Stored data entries
--------------------

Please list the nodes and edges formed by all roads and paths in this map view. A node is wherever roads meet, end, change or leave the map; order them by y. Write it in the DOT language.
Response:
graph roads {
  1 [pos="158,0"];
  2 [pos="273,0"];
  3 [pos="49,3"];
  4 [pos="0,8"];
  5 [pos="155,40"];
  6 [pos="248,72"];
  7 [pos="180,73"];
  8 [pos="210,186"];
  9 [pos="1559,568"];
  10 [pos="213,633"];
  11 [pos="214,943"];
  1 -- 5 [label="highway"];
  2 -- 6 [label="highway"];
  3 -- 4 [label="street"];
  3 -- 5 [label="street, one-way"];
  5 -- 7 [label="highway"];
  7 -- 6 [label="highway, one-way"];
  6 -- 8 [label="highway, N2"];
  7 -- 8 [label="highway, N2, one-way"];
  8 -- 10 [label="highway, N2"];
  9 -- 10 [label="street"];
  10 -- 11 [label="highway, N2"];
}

--------------------

ACTIVITY: Exactly as they stand, write out all of the entries.

FINISHED TASK:
Please list the nodes and edges formed by all roads and paths in this map view. A node is wherever roads meet, end, change or leave the map; order them by y. Write it in the DOT language.
Response:
graph roads {
  1 [pos="158,0"];
  2 [pos="273,0"];
  3 [pos="49,3"];
  4 [pos="0,8"];
  5 [pos="155,40"];
  6 [pos="248,72"];
  7 [pos="180,73"];
  8 [pos="210,186"];
  9 [pos="1559,568"];
  10 [pos="213,633"];
  11 [pos="214,943"];
  1 -- 5 [label="highway"];
  2 -- 6 [label="highway"];
  3 -- 4 [label="street"];
  3 -- 5 [label="street, one-way"];
  5 -- 7 [label="highway"];
  7 -- 6 [label="highway, one-way"];
  6 -- 8 [label="highway, N2"];
  7 -- 8 [label="highway, N2, one-way"];
  8 -- 10 [label="highway, N2"];
  9 -- 10 [label="street"];
  10 -- 11 [label="highway, N2"];
}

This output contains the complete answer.